Input —
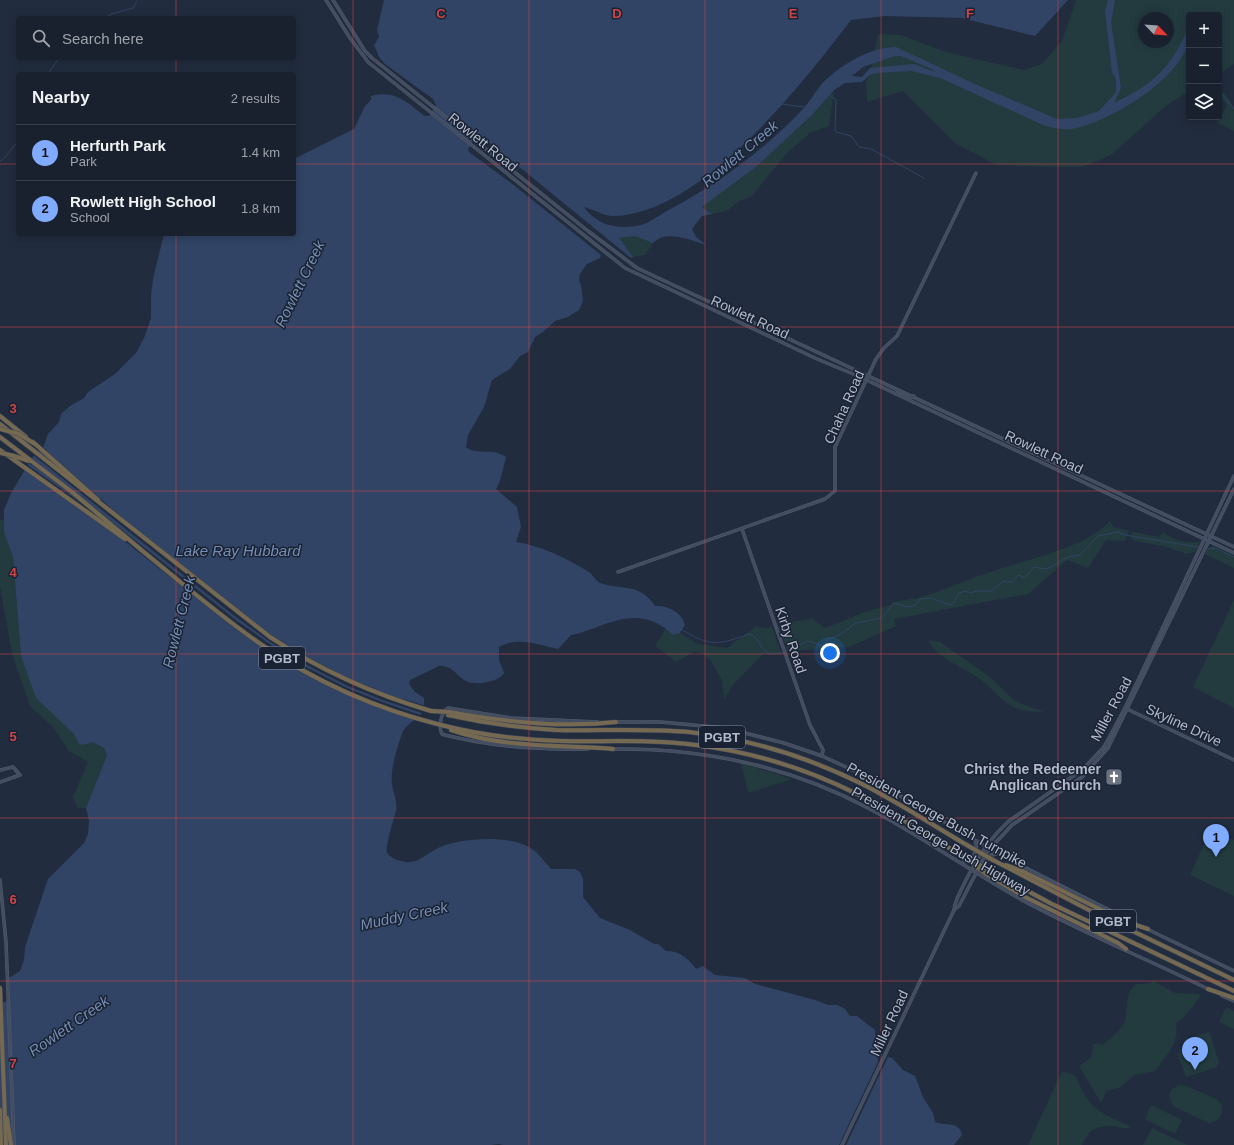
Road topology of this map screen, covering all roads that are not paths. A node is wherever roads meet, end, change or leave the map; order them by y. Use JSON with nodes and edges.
{"nodes":[{"id":1,"x":326,"y":0,"type":"edge"},
{"id":2,"x":333,"y":0,"type":"edge"},
{"id":3,"x":368,"y":54,"type":"junction"},
{"id":4,"x":363,"y":58,"type":"junction"},
{"id":5,"x":976,"y":173,"type":"dead end"},
{"id":6,"x":868,"y":375,"type":"junction"},
{"id":7,"x":865,"y":380,"type":"junction"},
{"id":8,"x":896,"y":394,"type":"junction"},
{"id":9,"x":915,"y":396,"type":"junction"},
{"id":10,"x":0,"y":416,"type":"edge"},
{"id":11,"x":0,"y":424,"type":"edge"},
{"id":12,"x":0,"y":429,"type":"edge"},
{"id":13,"x":0,"y":437,"type":"edge"},
{"id":14,"x":35,"y":444,"type":"junction"},
{"id":15,"x":0,"y":451,"type":"edge"},
{"id":16,"x":40,"y":467,"type":"junction"},
{"id":17,"x":1234,"y":476,"type":"edge"},
{"id":18,"x":1234,"y":489,"type":"edge"},
{"id":19,"x":100,"y":503,"type":"junction"},
{"id":20,"x":1144,"y":505,"type":"junction"},
{"id":21,"x":1142,"y":509,"type":"junction"},
{"id":22,"x":742,"y":529,"type":"junction"},
{"id":23,"x":1207,"y":534,"type":"junction"},
{"id":24,"x":1199,"y":535,"type":"junction"},
{"id":25,"x":1211,"y":536,"type":"junction"},
{"id":26,"x":1205,"y":539,"type":"junction"},
{"id":27,"x":1209,"y":541,"type":"junction"},
{"id":28,"x":1203,"y":544,"type":"junction"},
{"id":29,"x":1234,"y":547,"type":"edge"},
{"id":30,"x":144,"y":553,"type":"junction"},
{"id":31,"x":1234,"y":553,"type":"edge"},
{"id":32,"x":618,"y":572,"type":"dead end"},
{"id":33,"x":1177,"y":604,"type":"junction"},
{"id":34,"x":1126,"y":709,"type":"junction"},
{"id":35,"x":448,"y":714,"type":"junction"},
{"id":36,"x":616,"y":722,"type":"junction"},
{"id":37,"x":444,"y":726,"type":"junction"},
{"id":38,"x":613,"y":749,"type":"junction"},
{"id":39,"x":822,"y":756,"type":"junction"},
{"id":40,"x":1234,"y":760,"type":"edge"},
{"id":41,"x":0,"y":770,"type":"edge"},
{"id":42,"x":0,"y":782,"type":"edge"},
{"id":43,"x":974,"y":839,"type":"junction"},
{"id":44,"x":985,"y":846,"type":"junction"},
{"id":45,"x":989,"y":848,"type":"junction"},
{"id":46,"x":1002,"y":856,"type":"junction"},
{"id":47,"x":993,"y":860,"type":"junction"},
{"id":48,"x":959,"y":862,"type":"junction"},
{"id":49,"x":971,"y":869,"type":"junction"},
{"id":50,"x":975,"y":872,"type":"junction"},
{"id":51,"x":987,"y":874,"type":"junction"},
{"id":52,"x":0,"y":880,"type":"edge"},
{"id":53,"x":954,"y":910,"type":"junction"},
{"id":54,"x":1148,"y":929,"type":"junction"},
{"id":55,"x":1126,"y":950,"type":"joint"},
{"id":56,"x":1234,"y":971,"type":"edge"},
{"id":57,"x":1234,"y":980,"type":"edge"},
{"id":58,"x":0,"y":988,"type":"edge"},
{"id":59,"x":1208,"y":989,"type":"junction"},
{"id":60,"x":1234,"y":991,"type":"edge"},
{"id":61,"x":1234,"y":998,"type":"edge"},
{"id":62,"x":1,"y":999,"type":"edge"},
{"id":63,"x":1234,"y":1001,"type":"edge"},
{"id":64,"x":5,"y":1102,"type":"junction"},
{"id":65,"x":0,"y":1110,"type":"edge"},
{"id":66,"x":1,"y":1145,"type":"edge"},
{"id":67,"x":6,"y":1145,"type":"edge"},
{"id":68,"x":11,"y":1145,"type":"edge"},
{"id":69,"x":14,"y":1145,"type":"edge"},
{"id":70,"x":842,"y":1145,"type":"edge"}],
"edges":[{"from":1,"to":4,"type":"main road","name":"Rowlett Road"},
{"from":2,"to":3,"type":"main road","name":"Rowlett Road"},
{"from":3,"to":4,"type":"main road"},
{"from":3,"to":6,"type":"main road","name":"Rowlett Road"},
{"from":4,"to":7,"type":"main road","name":"Rowlett Road"},
{"from":5,"to":6,"type":"main road","name":"Chaha Road"},
{"from":6,"to":7,"type":"main road","name":"Chaha Road"},
{"from":6,"to":9,"type":"main road","name":"Rowlett Road"},
{"from":7,"to":8,"type":"main road","name":"Rowlett Road"},
{"from":7,"to":22,"type":"main road","name":"Chaha Road"},
{"from":8,"to":9,"type":"main road"},
{"from":8,"to":21,"type":"main road","name":"Rowlett Road"},
{"from":9,"to":20,"type":"main road","name":"Rowlett Road"},
{"from":10,"to":14,"type":"highway","bridge":true},
{"from":11,"to":19,"type":"highway"},
{"from":12,"to":14,"type":"highway","bridge":true},
{"from":13,"to":16,"type":"highway"},
{"from":14,"to":19,"type":"highway"},
{"from":15,"to":16,"type":"highway","bridge":true},
{"from":15,"to":30,"type":"highway","bridge":true},
{"from":16,"to":30,"type":"highway"},
{"from":17,"to":23,"type":"main road","name":"Miller Road"},
{"from":18,"to":25,"type":"main road","name":"Miller Road"},
{"from":19,"to":35,"type":"highway","name":"President George Bush Turnpike","number":"PGBT","bridge":true},
{"from":20,"to":21,"type":"main road"},
{"from":20,"to":23,"type":"main road","name":"Rowlett Road"},
{"from":21,"to":24,"type":"main road","name":"Rowlett Road"},
{"from":22,"to":32,"type":"main road","name":"Chaha Road"},
{"from":22,"to":39,"type":"main road","name":"Kirby Road"},
{"from":23,"to":25,"type":"main road","name":"Rowlett Road"},
{"from":23,"to":26,"type":"main road","name":"Miller Road"},
{"from":24,"to":26,"type":"main road","name":"Rowlett Road"},
{"from":24,"to":28,"type":"main road"},
{"from":25,"to":27,"type":"main road","name":"Miller Road"},
{"from":25,"to":29,"type":"main road","name":"Rowlett Road"},
{"from":26,"to":27,"type":"main road","name":"Rowlett Road"},
{"from":26,"to":28,"type":"main road","name":"Miller Road"},
{"from":27,"to":31,"type":"main road","name":"Rowlett Road"},
{"from":27,"to":33,"type":"main road","name":"Miller Road"},
{"from":28,"to":33,"type":"main road","name":"Miller Road"},
{"from":30,"to":37,"type":"highway","name":"President George Bush Turnpike","number":"PGBT","bridge":true},
{"from":33,"to":34,"type":"main road","name":"Miller Road"},
{"from":34,"to":40,"type":"main road","name":"Skyline Drive"},
{"from":34,"to":44,"type":"main road","name":"Miller Road"},
{"from":34,"to":45,"type":"main road","name":"Miller Road"},
{"from":35,"to":36,"type":"highway"},
{"from":35,"to":47,"type":"highway","name":"President George Bush Turnpike","number":"PGBT","bridge":true},
{"from":36,"to":38,"type":"main road","name":"President George Bush Highway"},
{"from":36,"to":39,"type":"main road","name":"President George Bush Highway"},
{"from":37,"to":38,"type":"highway"},
{"from":37,"to":51,"type":"highway","name":"President George Bush Turnpike","number":"PGBT","bridge":true},
{"from":38,"to":48,"type":"main road","name":"President George Bush Highway"},
{"from":39,"to":43,"type":"main road","name":"President George Bush Highway"},
{"from":41,"to":42,"type":"main road"},
{"from":43,"to":44,"type":"main road","name":"President George Bush Highway"},
{"from":43,"to":48,"type":"main road"},
{"from":44,"to":45,"type":"main road","name":"President George Bush Highway"},
{"from":44,"to":49,"type":"main road","name":"Miller Road"},
{"from":45,"to":46,"type":"main road","name":"President George Bush Highway"},
{"from":45,"to":50,"type":"main road","name":"Miller Road"},
{"from":46,"to":51,"type":"main road"},
{"from":46,"to":54,"type":"main road","name":"President George Bush Highway"},
{"from":47,"to":54,"type":"highway"},
{"from":47,"to":57,"type":"highway","name":"President George Bush Turnpike","number":"PGBT"},
{"from":48,"to":49,"type":"main road","name":"President George Bush Highway"},
{"from":49,"to":50,"type":"main road","name":"President George Bush Highway"},
{"from":49,"to":53,"type":"main road","name":"Miller Road"},
{"from":50,"to":51,"type":"main road","name":"President George Bush Highway"},
{"from":50,"to":53,"type":"main road","name":"Miller Road"},
{"from":51,"to":55,"type":"highway"},
{"from":51,"to":60,"type":"highway","name":"President George Bush Turnpike","number":"PGBT"},
{"from":52,"to":69,"type":"main road"},
{"from":53,"to":70,"type":"main road","name":"Miller Road"},
{"from":54,"to":56,"type":"main road","name":"President George Bush Highway"},
{"from":55,"to":59,"type":"main road"},
{"from":58,"to":62,"type":"highway"},
{"from":59,"to":61,"type":"highway"},
{"from":59,"to":63,"type":"main road"},
{"from":62,"to":64,"type":"highway"},
{"from":64,"to":67,"type":"highway"},
{"from":64,"to":68,"type":"highway"},
{"from":65,"to":66,"type":"highway"}]}
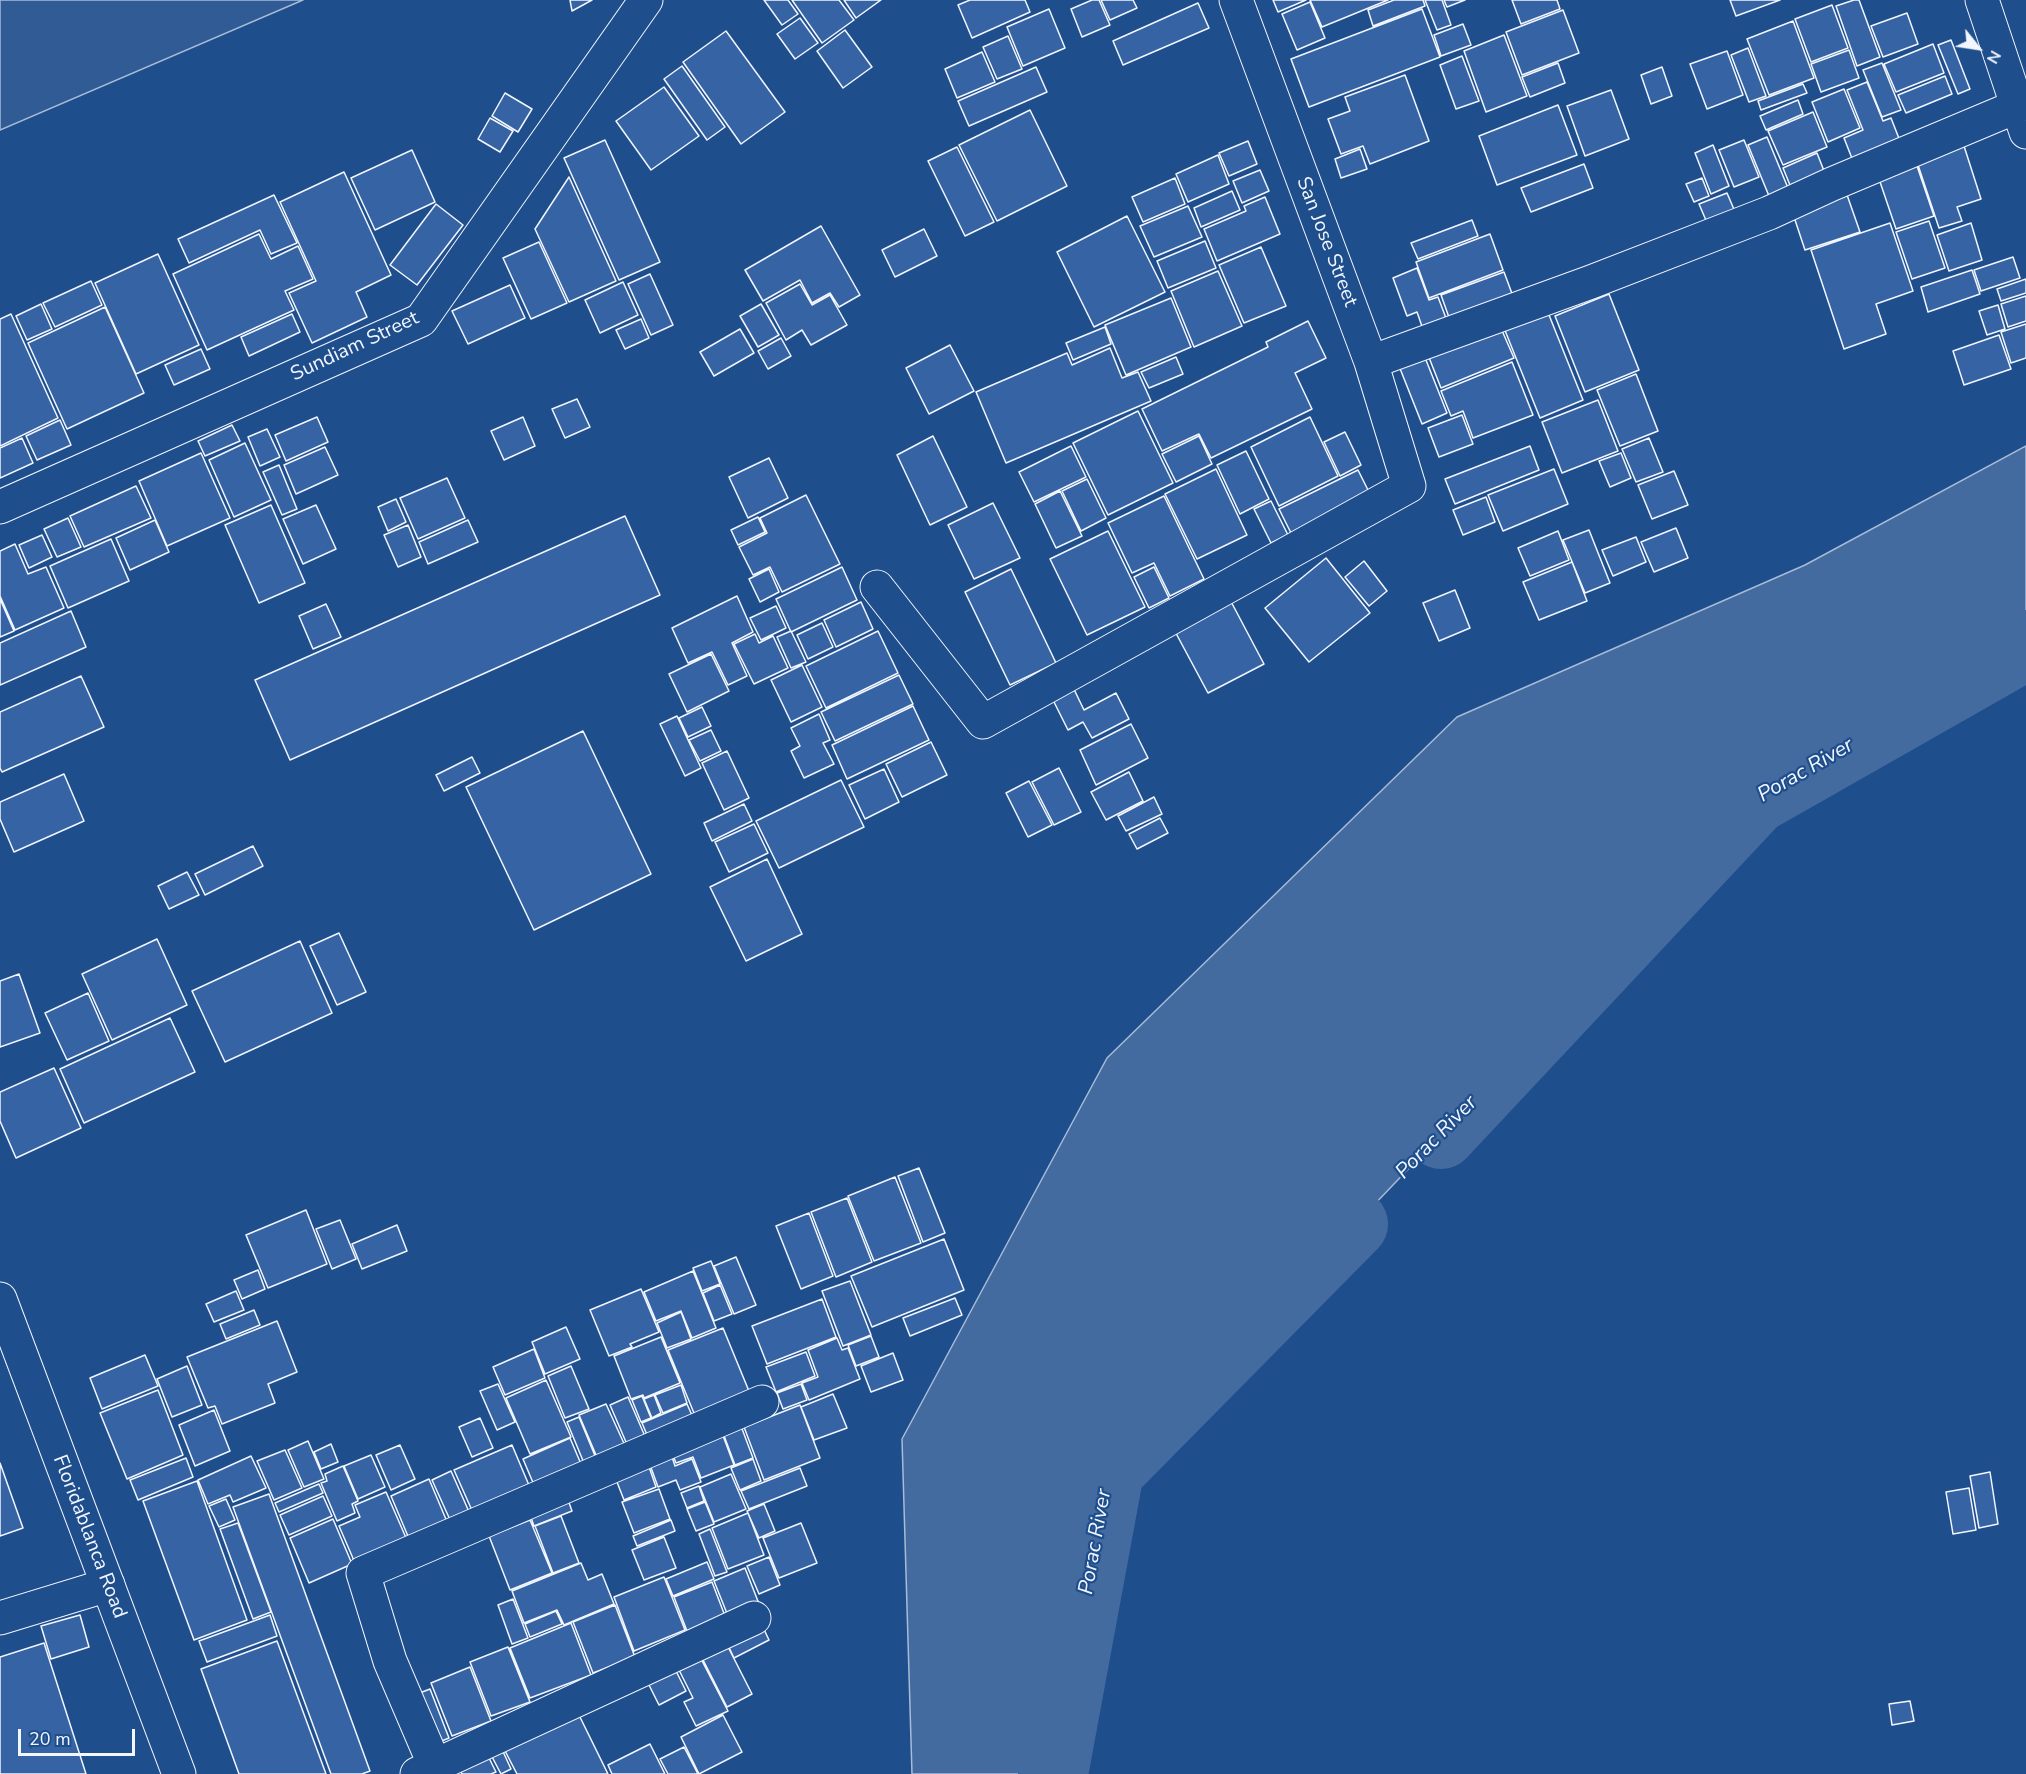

What the task asks — Only the number is needed here: how many lines of the listing include "Chaha"?

Response to this task — 4